> [RECORDS]:
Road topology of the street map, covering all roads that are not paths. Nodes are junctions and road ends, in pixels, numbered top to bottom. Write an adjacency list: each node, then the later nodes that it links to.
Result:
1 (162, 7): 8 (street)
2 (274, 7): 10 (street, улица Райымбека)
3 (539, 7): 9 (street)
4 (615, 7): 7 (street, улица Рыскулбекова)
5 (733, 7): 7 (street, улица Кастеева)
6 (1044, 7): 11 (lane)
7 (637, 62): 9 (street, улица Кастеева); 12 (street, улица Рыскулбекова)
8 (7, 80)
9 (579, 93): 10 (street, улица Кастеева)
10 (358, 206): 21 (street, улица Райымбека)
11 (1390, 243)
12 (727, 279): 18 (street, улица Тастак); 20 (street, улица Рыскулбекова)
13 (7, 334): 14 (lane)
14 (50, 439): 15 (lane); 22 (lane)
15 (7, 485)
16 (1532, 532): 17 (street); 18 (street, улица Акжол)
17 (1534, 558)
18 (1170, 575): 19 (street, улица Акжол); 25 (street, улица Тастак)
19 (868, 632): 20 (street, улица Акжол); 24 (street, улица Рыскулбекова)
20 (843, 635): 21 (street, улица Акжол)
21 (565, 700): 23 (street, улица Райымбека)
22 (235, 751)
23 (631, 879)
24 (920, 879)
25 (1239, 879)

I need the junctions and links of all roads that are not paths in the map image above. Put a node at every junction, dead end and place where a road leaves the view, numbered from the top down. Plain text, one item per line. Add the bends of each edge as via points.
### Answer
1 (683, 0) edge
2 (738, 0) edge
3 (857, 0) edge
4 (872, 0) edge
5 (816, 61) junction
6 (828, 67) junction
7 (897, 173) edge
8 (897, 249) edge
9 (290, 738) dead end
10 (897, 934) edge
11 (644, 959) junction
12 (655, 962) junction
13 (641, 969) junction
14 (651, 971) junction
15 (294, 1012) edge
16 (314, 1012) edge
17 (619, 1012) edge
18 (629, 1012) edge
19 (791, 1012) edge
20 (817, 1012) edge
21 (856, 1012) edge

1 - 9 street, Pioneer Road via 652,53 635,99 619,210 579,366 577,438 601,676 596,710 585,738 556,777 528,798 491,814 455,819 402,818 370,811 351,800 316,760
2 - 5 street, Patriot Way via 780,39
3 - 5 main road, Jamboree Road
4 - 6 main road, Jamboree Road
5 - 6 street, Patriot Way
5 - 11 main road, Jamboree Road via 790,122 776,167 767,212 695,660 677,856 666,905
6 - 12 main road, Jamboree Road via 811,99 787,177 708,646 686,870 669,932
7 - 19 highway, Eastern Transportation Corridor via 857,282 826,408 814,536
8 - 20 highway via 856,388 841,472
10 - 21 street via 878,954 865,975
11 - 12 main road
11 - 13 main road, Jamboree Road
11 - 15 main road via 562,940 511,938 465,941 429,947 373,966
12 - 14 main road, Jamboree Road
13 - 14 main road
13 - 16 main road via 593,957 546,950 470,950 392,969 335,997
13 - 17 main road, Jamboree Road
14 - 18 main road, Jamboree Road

> [TASK STATEMENT]: Out of the records, collect only those lines that contain the string "junctions".

> [THE COMPLETED TASK]:
Road topology of the street map, covering all roads that are not paths. Nodes are junctions and road ends, in pixels, numbered top to bottom. Write an adjacency list: each node, then the later nodes that it links to.
I need the junctions and links of all roads that are not paths in the map image above. Put a node at every junction, dead end and place where a road leaves the view, numbered from the top down. Plain text, one item per line. Add the bends of each edge as via points.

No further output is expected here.